A few days later, my Mom, Grandparents, and I went to the flea market. While there, I started hunting for more cool tools. I found some old wrenches and a Ohio Tool Co wooden razee fore plane that I still use to this day. The only money I had was a few bucks I saved up from my allowance of cutting the grass, so I bought all my tools dirt cheap. Nevertheless, even though I didn’t realize it at the time, it was the start of my antique tool collecting.

As the months and years went by, I started buying more and more old tools. I’d buy planes, chisels, drills, saws and clean them up. As my tool collection grew, my woodworking skills developed right along with every tool I bought as I learned how to use it. I enjoyed the process of restoring old planes so much that I kept buying more of them and before I knew it, I had collected nearly 100 old tools by the time I was sixteen years old. I used to have white bookshelves in my parent’s basement filled with all my tools. My friends would come over, take a look, and asked what the hell was wrong with me.

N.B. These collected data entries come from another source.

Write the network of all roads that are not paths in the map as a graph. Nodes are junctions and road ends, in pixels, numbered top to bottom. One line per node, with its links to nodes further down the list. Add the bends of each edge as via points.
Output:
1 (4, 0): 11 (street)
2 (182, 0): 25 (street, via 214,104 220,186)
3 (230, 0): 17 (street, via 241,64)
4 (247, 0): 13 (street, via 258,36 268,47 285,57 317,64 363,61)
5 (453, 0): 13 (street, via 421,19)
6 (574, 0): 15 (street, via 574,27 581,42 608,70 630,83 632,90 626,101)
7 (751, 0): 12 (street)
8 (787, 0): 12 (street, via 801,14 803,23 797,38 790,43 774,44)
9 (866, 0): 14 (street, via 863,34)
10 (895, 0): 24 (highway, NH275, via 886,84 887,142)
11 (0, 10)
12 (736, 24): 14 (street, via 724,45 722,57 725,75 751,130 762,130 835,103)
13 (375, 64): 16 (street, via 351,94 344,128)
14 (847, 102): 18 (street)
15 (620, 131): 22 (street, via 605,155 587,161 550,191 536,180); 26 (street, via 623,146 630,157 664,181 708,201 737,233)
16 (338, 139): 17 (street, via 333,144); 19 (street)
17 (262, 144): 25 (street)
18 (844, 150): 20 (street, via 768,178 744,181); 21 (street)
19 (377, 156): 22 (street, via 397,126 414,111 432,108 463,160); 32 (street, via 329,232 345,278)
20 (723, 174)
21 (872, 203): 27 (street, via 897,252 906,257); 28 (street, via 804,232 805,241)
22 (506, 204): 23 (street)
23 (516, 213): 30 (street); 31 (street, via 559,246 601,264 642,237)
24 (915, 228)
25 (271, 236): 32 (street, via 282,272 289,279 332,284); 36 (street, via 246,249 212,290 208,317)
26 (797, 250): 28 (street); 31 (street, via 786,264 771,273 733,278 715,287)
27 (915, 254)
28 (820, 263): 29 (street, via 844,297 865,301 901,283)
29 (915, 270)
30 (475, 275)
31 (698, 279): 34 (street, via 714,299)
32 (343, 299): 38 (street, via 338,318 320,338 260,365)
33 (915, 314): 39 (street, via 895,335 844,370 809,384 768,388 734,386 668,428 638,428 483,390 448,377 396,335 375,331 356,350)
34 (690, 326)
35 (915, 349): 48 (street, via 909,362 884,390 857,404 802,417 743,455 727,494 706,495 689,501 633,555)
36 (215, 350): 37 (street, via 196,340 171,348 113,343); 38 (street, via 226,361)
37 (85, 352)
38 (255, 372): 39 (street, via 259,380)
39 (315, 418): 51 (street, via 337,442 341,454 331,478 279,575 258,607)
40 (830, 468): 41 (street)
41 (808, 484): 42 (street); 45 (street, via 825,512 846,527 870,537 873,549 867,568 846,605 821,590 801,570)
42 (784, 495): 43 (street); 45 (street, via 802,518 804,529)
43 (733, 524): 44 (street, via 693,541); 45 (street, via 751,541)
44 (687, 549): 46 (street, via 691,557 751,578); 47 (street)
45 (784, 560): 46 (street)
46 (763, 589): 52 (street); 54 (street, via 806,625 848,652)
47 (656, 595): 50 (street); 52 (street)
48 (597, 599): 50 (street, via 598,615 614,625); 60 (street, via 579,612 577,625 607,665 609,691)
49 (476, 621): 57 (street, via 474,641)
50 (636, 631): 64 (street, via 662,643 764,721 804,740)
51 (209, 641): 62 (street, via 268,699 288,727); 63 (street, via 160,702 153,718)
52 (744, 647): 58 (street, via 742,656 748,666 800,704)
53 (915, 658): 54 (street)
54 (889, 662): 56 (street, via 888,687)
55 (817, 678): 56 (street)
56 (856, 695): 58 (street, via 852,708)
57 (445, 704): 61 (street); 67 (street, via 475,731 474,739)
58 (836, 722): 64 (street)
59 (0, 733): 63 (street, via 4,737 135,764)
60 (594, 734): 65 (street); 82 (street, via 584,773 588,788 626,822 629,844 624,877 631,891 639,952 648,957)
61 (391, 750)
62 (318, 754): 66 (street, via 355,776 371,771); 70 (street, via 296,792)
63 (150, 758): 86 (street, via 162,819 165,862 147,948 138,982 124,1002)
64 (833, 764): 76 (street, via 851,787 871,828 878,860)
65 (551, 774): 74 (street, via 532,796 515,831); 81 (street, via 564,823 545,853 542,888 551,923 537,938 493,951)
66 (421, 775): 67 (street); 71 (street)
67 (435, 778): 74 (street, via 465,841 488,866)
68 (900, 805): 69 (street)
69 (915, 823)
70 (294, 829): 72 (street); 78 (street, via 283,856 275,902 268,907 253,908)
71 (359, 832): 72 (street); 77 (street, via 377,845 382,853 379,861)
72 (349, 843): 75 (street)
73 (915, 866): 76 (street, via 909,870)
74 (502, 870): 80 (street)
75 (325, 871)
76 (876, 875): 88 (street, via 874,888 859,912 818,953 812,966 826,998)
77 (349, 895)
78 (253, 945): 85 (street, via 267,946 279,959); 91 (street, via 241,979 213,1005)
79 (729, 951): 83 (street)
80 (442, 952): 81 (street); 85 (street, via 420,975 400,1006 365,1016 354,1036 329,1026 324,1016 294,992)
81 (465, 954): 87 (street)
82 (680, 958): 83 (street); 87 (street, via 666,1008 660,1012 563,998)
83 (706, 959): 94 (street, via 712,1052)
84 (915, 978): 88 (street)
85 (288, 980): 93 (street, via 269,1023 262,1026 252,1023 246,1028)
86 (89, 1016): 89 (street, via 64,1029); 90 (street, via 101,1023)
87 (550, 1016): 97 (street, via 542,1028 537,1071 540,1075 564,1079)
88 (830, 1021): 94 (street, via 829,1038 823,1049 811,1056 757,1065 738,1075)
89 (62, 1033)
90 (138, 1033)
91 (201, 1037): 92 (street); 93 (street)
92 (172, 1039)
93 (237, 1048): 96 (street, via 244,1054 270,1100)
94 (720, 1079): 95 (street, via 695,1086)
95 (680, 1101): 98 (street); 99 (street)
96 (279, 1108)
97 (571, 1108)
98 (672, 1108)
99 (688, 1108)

At the height of my collecting I had over 600 tools. Then one day, I stared at all of it and decided that enough was enough. I took some of the tools I didn’t care much for and threw them on eBay. I watched the auctions end and realized that I enjoyed that process as well, so I threw more tools on eBay. Before I knew it, I was buying and selling tools on a regular basis.

Today, I’ve figured that I have bought, restored, and sold almost three thousand tools on eBay. It’s become a hobby within a hobby. Something that I would never have believed would have happened thirty years ago when my Grandpa gave me his little drill press.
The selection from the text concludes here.